So it doesn't mess up the flow of reading.
> How come?
> > I prefer to reply inline.
> > > What do you do instead?
> > > > No.
> > > > > Do you like top-posting?

TOFU

Quoting the entire parent message within an answer is sometimes called TOFU (for text over, fullquote under), sometimes it's also called jeopardy-style quoting (alluding to game show Jeopardy!, in which contestants compete to give the correct question given the question's answer). Adding a header and salutations, the same conversation becomes:

Hello A.B.!
Because it messes up the flow of reading.
I prefer to reply inline.
Yours,
N.N.
On Wednesday, A.B. wrote:
> Hello N.N.!
>
> How come?
> What do you do instead?
>
> Sincerely,
> A.B.
>
> On Tuesday, N.N. wrote:
> > Hello A.B.!
> >
> > No.
> >
> > Yours,
> > N.N.
> >
> > On Monday, A.B. wrote:
> > > Hello N.N.!
> > >
> > > Do you like top-posting?
> > >
> > > Sincerely,
> > > A.B.

Many people despise this form of quoting, for it resembles a forwarded message more than a discussion. In a forwarded message, it makes sense to arrange comments in a "top-posted" order, as the new portions are introducing the quoted message rather than responding to it:

Hello A.B. !
Here is the relevant portion of the letter that X.Z. sent to our group, as requested.
Yours,
N.N.
On Wednesday, X.Y. wrote,
> Hi, team!
>
> Please work on portions 5 and 9 for Friday.  The customer says
> the rest isn't critical, as they mention below.
>
> Thanks,
> X.Z.
>
> On Monday, Customer wrote:
> > Dear Sir,
> >
> > We will need to have the new doohicky method implemented, as well
> > as the heffalump output.  We really need this by Friday, and if
> > your team needs to shift focus to achieve those two deliverables,
> > we can wait until afterward for the remainder of the work.
> >
> > Thank you,
> > J. Customer

Those who prefer top-posting say it has an acquired taste and that the space wasted by the full quote is negligible in our day of inlined graphics and messages bounced between departments without warning. Those who use the TOFU method can be characterized by their lack of concern about the issue, so they are not too vocal about it. Some of them are not even aware that any other quoting style exists.

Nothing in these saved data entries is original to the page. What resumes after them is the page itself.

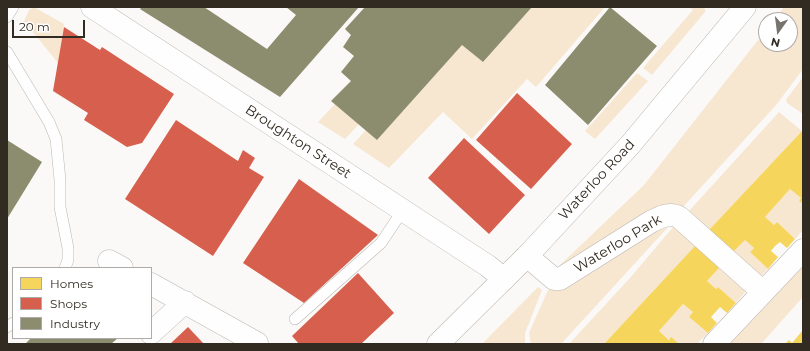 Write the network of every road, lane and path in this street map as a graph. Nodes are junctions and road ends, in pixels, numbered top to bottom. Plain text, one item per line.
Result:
1 (13, 7) edge
2 (92, 7) edge
3 (740, 9) edge
4 (7, 17) edge
5 (7, 52) edge
6 (403, 210) junction
7 (803, 250) edge
8 (527, 256) junction
9 (65, 267) edge
10 (504, 279) junction
11 (152, 285) edge
12 (763, 292) junction
13 (184, 302) junction
14 (294, 319) dead end
15 (152, 332) edge
16 (257, 343) dead end
17 (438, 344) edge
18 (714, 344) edge

1 - 4 lane
2 - 6 street, Broughton Street
3 - 8 street, Waterloo Road
5 - 9 lane
6 - 10 street, Broughton Street
6 - 14 lane
7 - 12 street
8 - 10 street, Waterloo Road
8 - 12 street, Waterloo Park
10 - 17 street, Waterloo Road
11 - 13 street
12 - 18 street
13 - 15 street
13 - 16 street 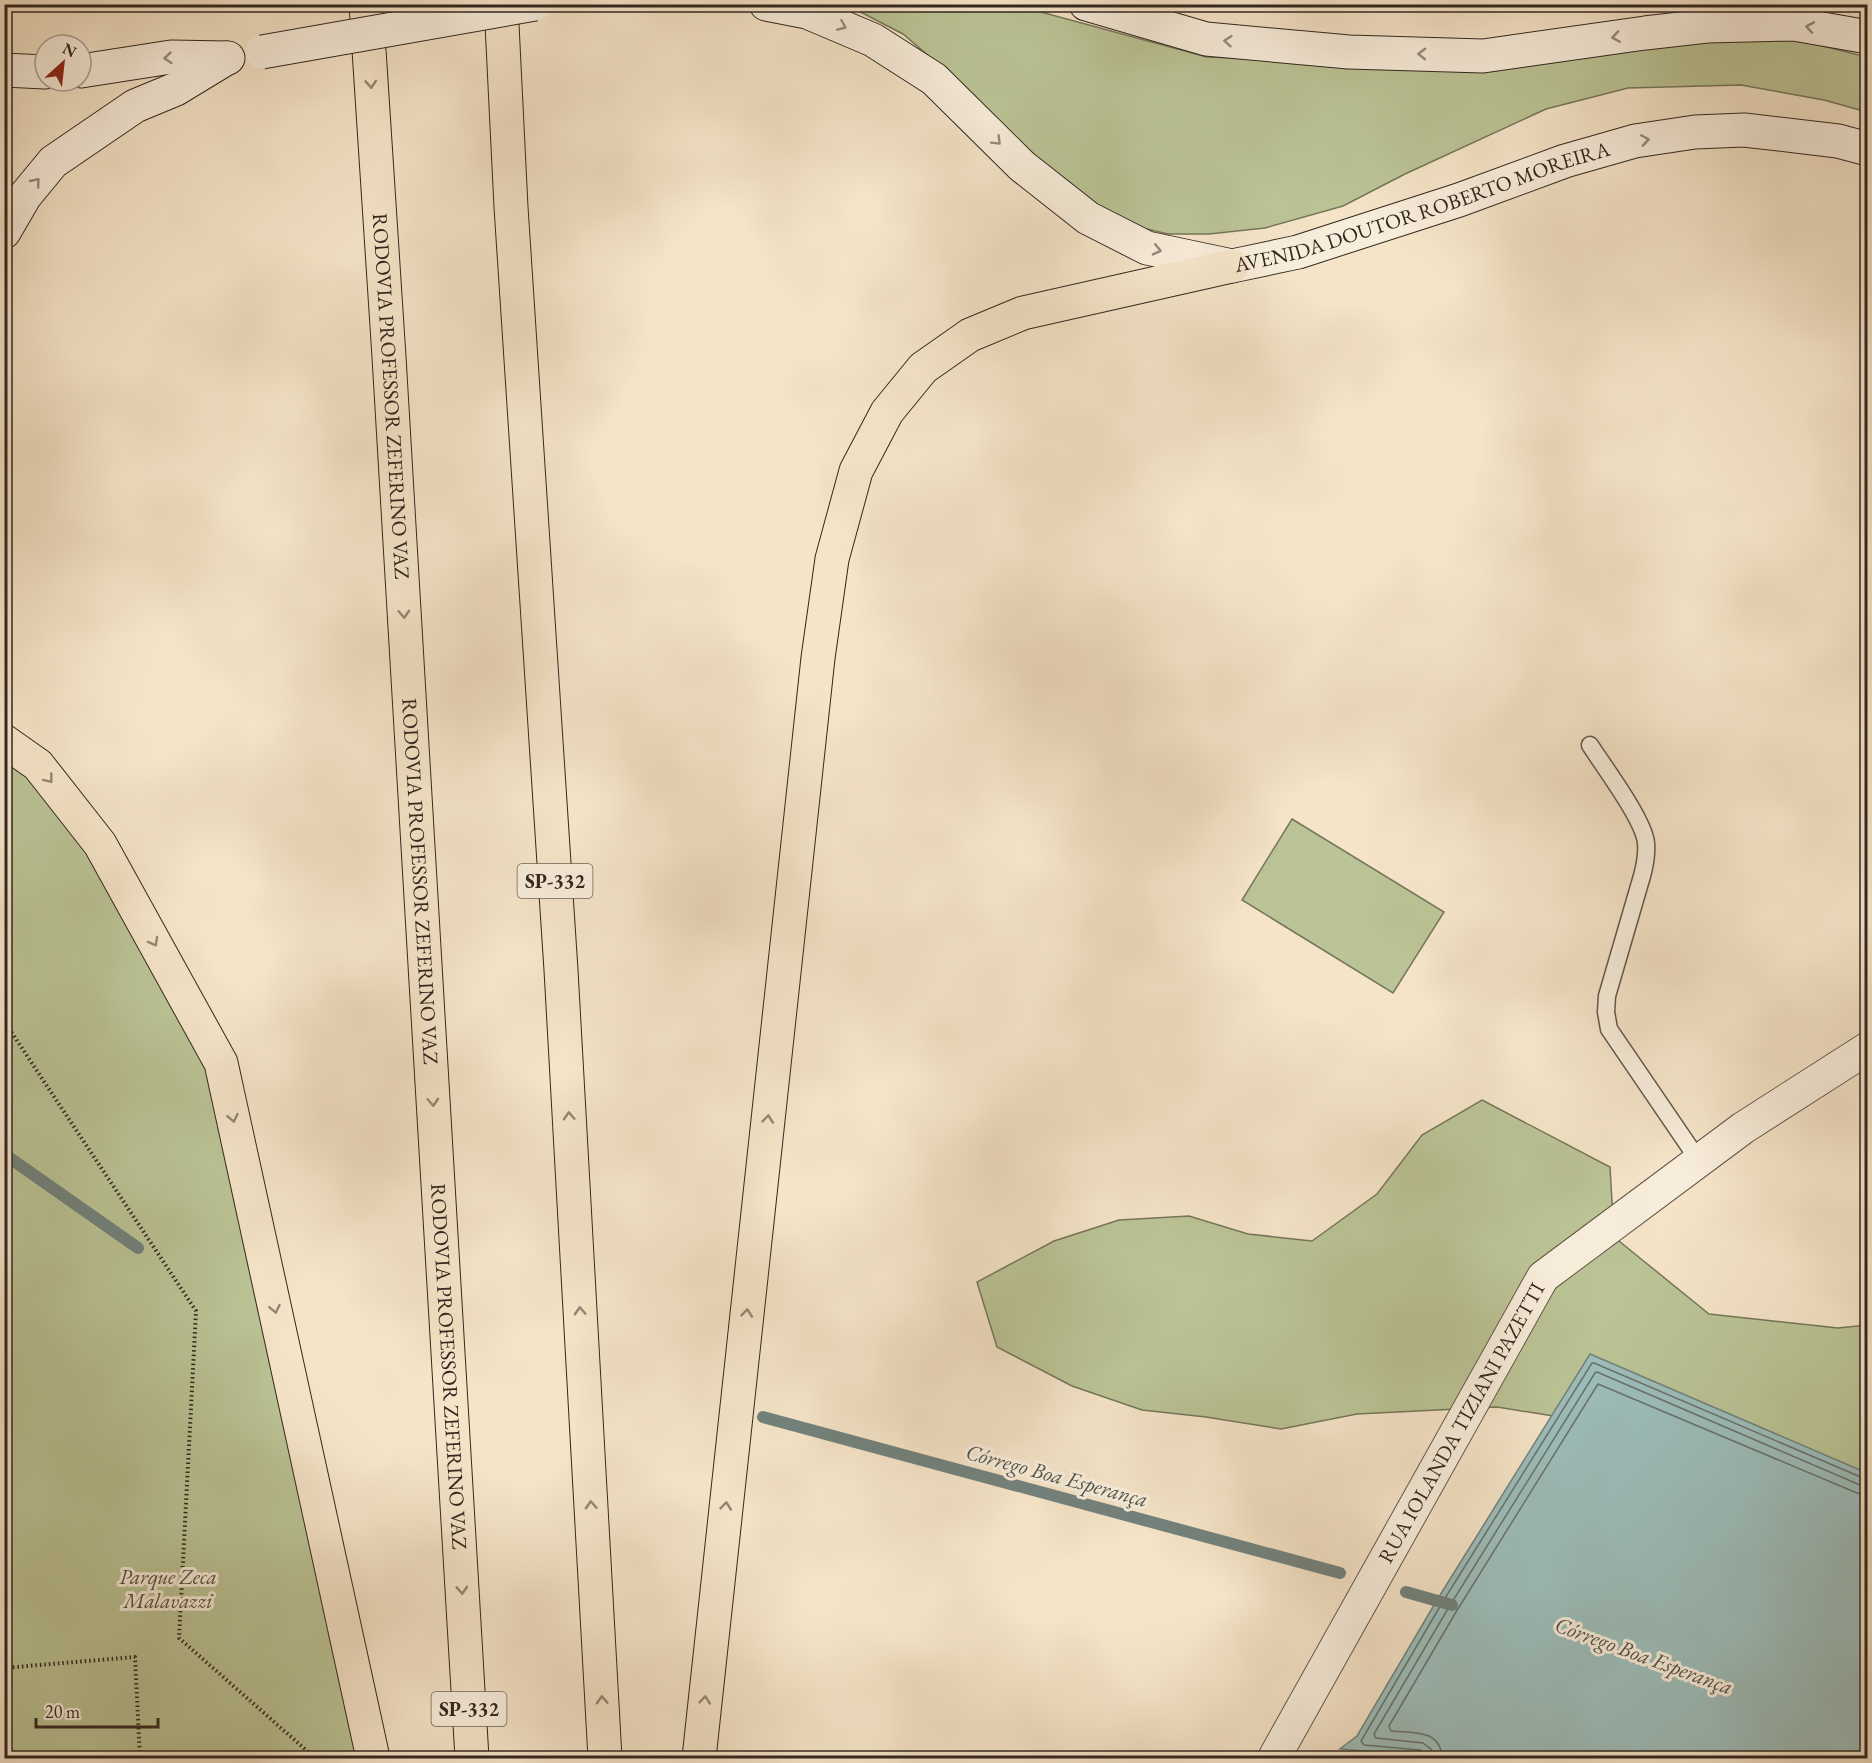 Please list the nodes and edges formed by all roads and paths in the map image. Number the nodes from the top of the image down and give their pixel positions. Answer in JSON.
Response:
{"nodes":[{"id":1,"x":366,"y":4,"type":"edge"},
{"id":2,"x":501,"y":4,"type":"edge"},
{"id":3,"x":535,"y":4,"type":"edge"},
{"id":4,"x":766,"y":4,"type":"edge"},
{"id":5,"x":1086,"y":4,"type":"edge"},
{"id":6,"x":1868,"y":37,"type":"edge"},
{"id":7,"x":227,"y":58,"type":"junction"},
{"id":8,"x":93,"y":68,"type":"edge"},
{"id":9,"x":4,"y":70,"type":"edge"},
{"id":10,"x":33,"y":71,"type":"edge"},
{"id":11,"x":1868,"y":149,"type":"edge"},
{"id":12,"x":4,"y":232,"type":"edge"},
{"id":13,"x":1232,"y":266,"type":"junction"},
{"id":14,"x":4,"y":741,"type":"edge"},
{"id":15,"x":1590,"y":745,"type":"dead end"},
{"id":16,"x":4,"y":1021,"type":"edge"},
{"id":17,"x":1868,"y":1048,"type":"edge"},
{"id":18,"x":1699,"y":1161,"type":"junction"},
{"id":19,"x":4,"y":1668,"type":"edge"},
{"id":20,"x":140,"y":1758,"type":"edge"},
{"id":21,"x":315,"y":1758,"type":"edge"},
{"id":22,"x":373,"y":1758,"type":"edge"},
{"id":23,"x":472,"y":1758,"type":"edge"},
{"id":24,"x":605,"y":1758,"type":"edge"},
{"id":25,"x":699,"y":1758,"type":"edge"},
{"id":26,"x":1274,"y":1758,"type":"edge"}],
"edges":[{"from":1,"to":23,"type":"highway","name":"RODOVIA PROFESSOR ZEFERINO VAZ","number":"SP-332","one_way":true},
{"from":24,"to":2,"type":"highway","number":"SP-332","one_way":true},
{"from":3,"to":7,"type":"main road","bridge":true},
{"from":4,"to":13,"type":"main road","name":"AVENIDA DOUTOR ROBERTO MOREIRA","one_way":true},
{"from":6,"to":5,"type":"main road","one_way":true},
{"from":7,"to":8,"type":"main road","one_way":true},
{"from":12,"to":7,"type":"main road","one_way":true},
{"from":9,"to":10,"type":"main road"},
{"from":13,"to":11,"type":"main road","name":"AVENIDA DOUTOR ROBERTO MOREIRA","one_way":true},
{"from":25,"to":13,"type":"highway","one_way":true},
{"from":14,"to":22,"type":"highway","one_way":true},
{"from":15,"to":18,"type":"lane"},
{"from":16,"to":21,"type":"path"},
{"from":17,"to":18,"type":"street","name":"RUA IOLANDA TIZIANI PAZETTI"},
{"from":18,"to":26,"type":"street","name":"RUA IOLANDA TIZIANI PAZETTI"},
{"from":19,"to":20,"type":"path"}]} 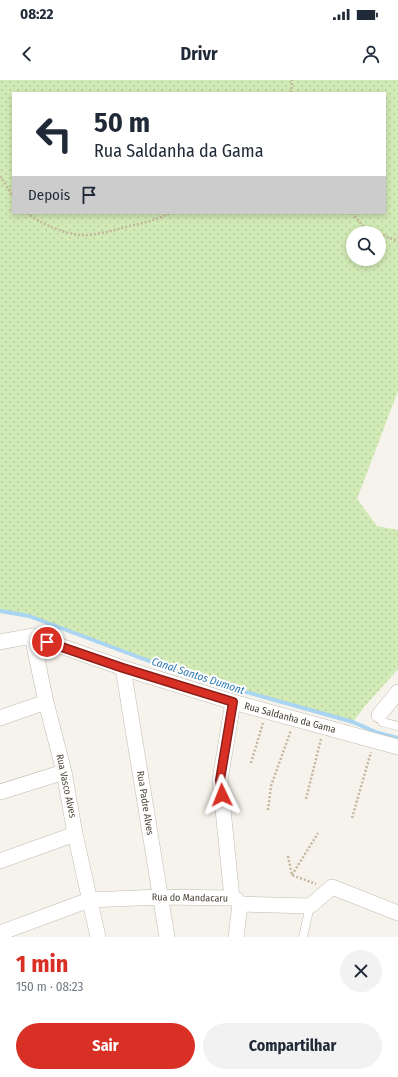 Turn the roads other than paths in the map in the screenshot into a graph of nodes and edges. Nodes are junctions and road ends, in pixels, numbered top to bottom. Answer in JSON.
{"nodes":[{"id":1,"x":32,"y":636,"type":"junction"},
{"id":2,"x":0,"y":642,"type":"edge"},
{"id":3,"x":123,"y":668,"type":"junction"},
{"id":4,"x":398,"y":692,"type":"edge"},
{"id":5,"x":46,"y":702,"type":"junction"},
{"id":6,"x":233,"y":702,"type":"junction"},
{"id":7,"x":379,"y":715,"type":"joint"},
{"id":8,"x":0,"y":718,"type":"edge"},
{"id":9,"x":398,"y":726,"type":"edge"},
{"id":10,"x":398,"y":747,"type":"edge"},
{"id":11,"x":64,"y":772,"type":"junction"},
{"id":12,"x":0,"y":792,"type":"edge"},
{"id":13,"x":75,"y":834,"type":"junction"},
{"id":14,"x":0,"y":861,"type":"edge"},
{"id":15,"x":160,"y":897,"type":"junction"},
{"id":16,"x":89,"y":900,"type":"junction"},
{"id":17,"x":236,"y":901,"type":"junction"},
{"id":18,"x":310,"y":906,"type":"junction"},
{"id":19,"x":398,"y":912,"type":"edge"},
{"id":20,"x":0,"y":933,"type":"edge"},
{"id":21,"x":98,"y":937,"type":"edge"},
{"id":22,"x":167,"y":937,"type":"edge"},
{"id":23,"x":236,"y":937,"type":"edge"},
{"id":24,"x":303,"y":937,"type":"edge"}],
"edges":[{"from":1,"to":2,"type":"street","name":"Rua Saldanha da Gama"},
{"from":1,"to":3,"type":"street","name":"Rua Saldanha da Gama"},
{"from":1,"to":5,"type":"street","name":"Rua Vasco Alves"},
{"from":3,"to":6,"type":"street","name":"Rua Saldanha da Gama"},
{"from":3,"to":15,"type":"street","name":"Rua Padre Alves"},
{"from":4,"to":7,"type":"street"},
{"from":5,"to":8,"type":"street"},
{"from":5,"to":11,"type":"street","name":"Rua Vasco Alves"},
{"from":6,"to":10,"type":"street","name":"Rua Saldanha da Gama"},
{"from":6,"to":17,"type":"street"},
{"from":7,"to":9,"type":"lane"},
{"from":11,"to":12,"type":"street"},
{"from":11,"to":13,"type":"street","name":"Rua Vasco Alves"},
{"from":13,"to":14,"type":"street"},
{"from":13,"to":16,"type":"street","name":"Rua Vasco Alves"},
{"from":15,"to":16,"type":"street","name":"Rua do Mandacaru"},
{"from":15,"to":17,"type":"street","name":"Rua do Mandacaru"},
{"from":15,"to":22,"type":"street","name":"Rua Padre Alves"},
{"from":16,"to":20,"type":"street","name":"Rua do Mandacaru"},
{"from":16,"to":21,"type":"street","name":"Rua Vasco Alves"},
{"from":17,"to":18,"type":"street","name":"Rua do Mandacaru"},
{"from":17,"to":23,"type":"street"},
{"from":18,"to":19,"type":"street"},
{"from":18,"to":24,"type":"lane"}]} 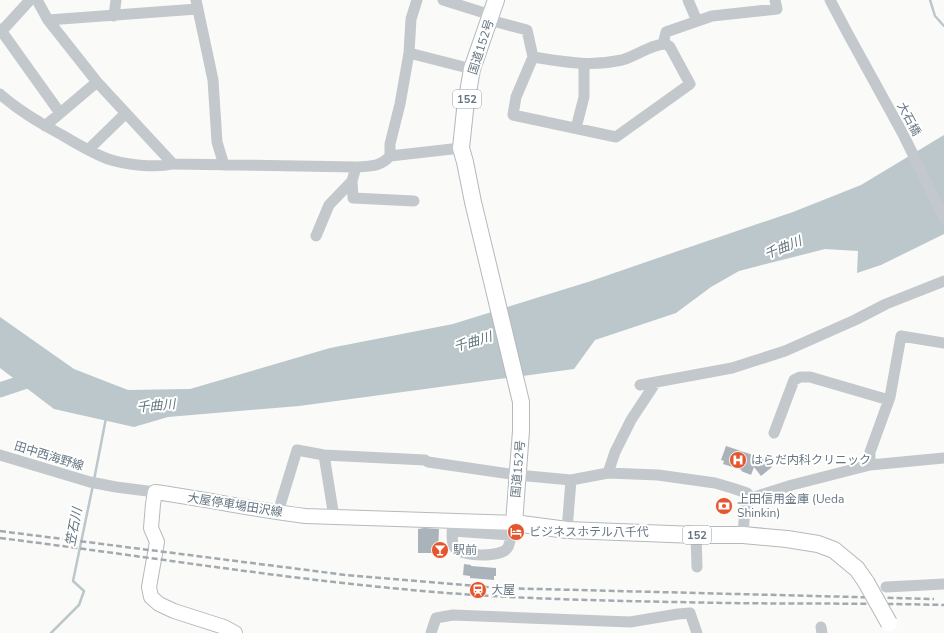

Those who prefer inline replies, on the other hand, are occasionally vocal and "evangelizing" on the subject, which others can find annoying at times.

Bottom-posting

Though the naïve response to "top-posting" might be to "bottom-post", this implies that the only difference is that the response comes at the bottom of all the quoted material instead of atop it. This is also problematic, since if the quoted material is large, it is just as much trouble to scan for relevant material before reading the reply.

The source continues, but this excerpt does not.